→ **Entries shown**
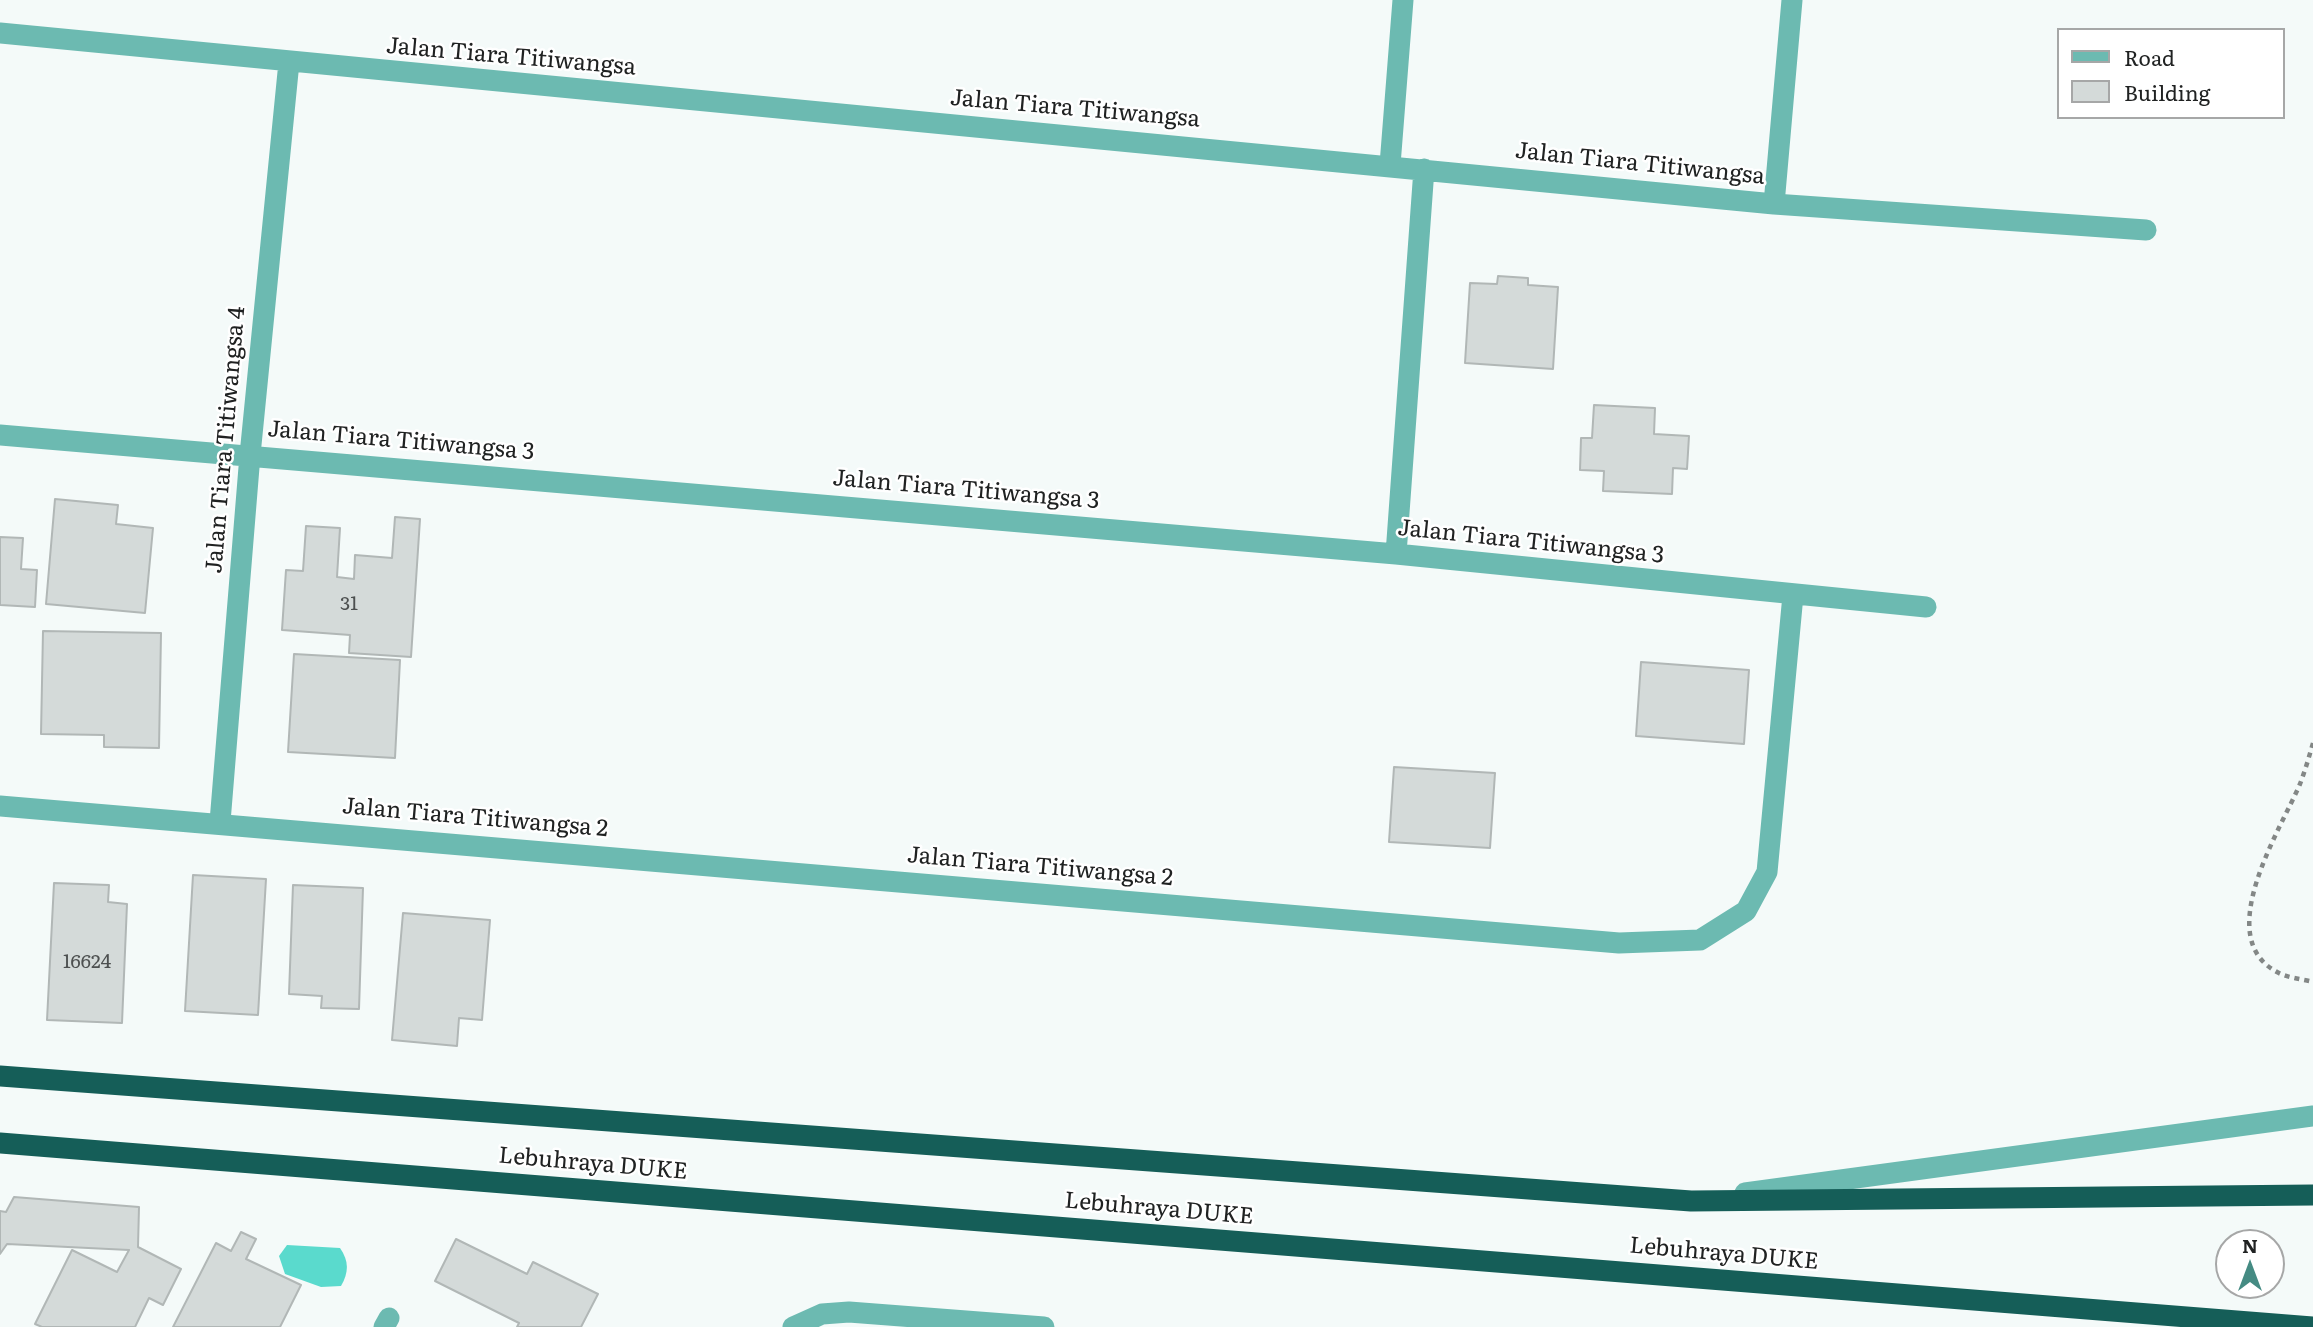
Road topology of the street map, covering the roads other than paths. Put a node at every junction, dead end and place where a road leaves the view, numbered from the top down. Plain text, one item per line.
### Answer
1 (1402, 0) edge
2 (1791, 0) edge
3 (0, 33) edge
4 (289, 62) junction
5 (1390, 165) junction
6 (1424, 169) junction
7 (1774, 204) junction
8 (2146, 230) dead end
9 (0, 435) edge
10 (250, 455) junction
11 (1396, 554) junction
12 (1793, 595) junction
13 (1926, 607) dead end
14 (0, 806) edge
15 (220, 822) junction
16 (0, 1076) edge
17 (2313, 1116) edge
18 (0, 1143) edge
19 (2313, 1195) edge
20 (1691, 1201) junction
21 (793, 1327) edge
22 (1044, 1327) edge
23 (2313, 1327) edge

1 - 5 street
2 - 7 street
3 - 4 street, Jalan Tiara Titiwangsa
4 - 5 street, Jalan Tiara Titiwangsa
4 - 10 street, Jalan Tiara Titiwangsa 4
5 - 6 street, Jalan Tiara Titiwangsa
6 - 7 street, Jalan Tiara Titiwangsa
6 - 11 street
7 - 8 street, Jalan Tiara Titiwangsa
9 - 10 street, Jalan Tiara Titiwangsa 3
10 - 11 street, Jalan Tiara Titiwangsa 3
10 - 15 street, Jalan Tiara Titiwangsa 4
11 - 12 street, Jalan Tiara Titiwangsa 3
12 - 13 street, Jalan Tiara Titiwangsa 3
12 - 15 street, Jalan Tiara Titiwangsa 2
14 - 15 street, Jalan Tiara Titiwangsa 2
16 - 20 highway, Lebuhraya DUKE
17 - 20 street
18 - 23 highway, Lebuhraya DUKE
19 - 20 highway, Lebuhraya DUKE
21 - 22 street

→ **Exercise details**
What the reply must contain is an exact transcription of the data above and none of its pictures.

→ **Reply to the task**
Road topology of the street map, covering the roads other than paths. Put a node at every junction, dead end and place where a road leaves the view, numbered from the top down. Plain text, one item per line.
### Answer
1 (1402, 0) edge
2 (1791, 0) edge
3 (0, 33) edge
4 (289, 62) junction
5 (1390, 165) junction
6 (1424, 169) junction
7 (1774, 204) junction
8 (2146, 230) dead end
9 (0, 435) edge
10 (250, 455) junction
11 (1396, 554) junction
12 (1793, 595) junction
13 (1926, 607) dead end
14 (0, 806) edge
15 (220, 822) junction
16 (0, 1076) edge
17 (2313, 1116) edge
18 (0, 1143) edge
19 (2313, 1195) edge
20 (1691, 1201) junction
21 (793, 1327) edge
22 (1044, 1327) edge
23 (2313, 1327) edge

1 - 5 street
2 - 7 street
3 - 4 street, Jalan Tiara Titiwangsa
4 - 5 street, Jalan Tiara Titiwangsa
4 - 10 street, Jalan Tiara Titiwangsa 4
5 - 6 street, Jalan Tiara Titiwangsa
6 - 7 street, Jalan Tiara Titiwangsa
6 - 11 street
7 - 8 street, Jalan Tiara Titiwangsa
9 - 10 street, Jalan Tiara Titiwangsa 3
10 - 11 street, Jalan Tiara Titiwangsa 3
10 - 15 street, Jalan Tiara Titiwangsa 4
11 - 12 street, Jalan Tiara Titiwangsa 3
12 - 13 street, Jalan Tiara Titiwangsa 3
12 - 15 street, Jalan Tiara Titiwangsa 2
14 - 15 street, Jalan Tiara Titiwangsa 2
16 - 20 highway, Lebuhraya DUKE
17 - 20 street
18 - 23 highway, Lebuhraya DUKE
19 - 20 highway, Lebuhraya DUKE
21 - 22 street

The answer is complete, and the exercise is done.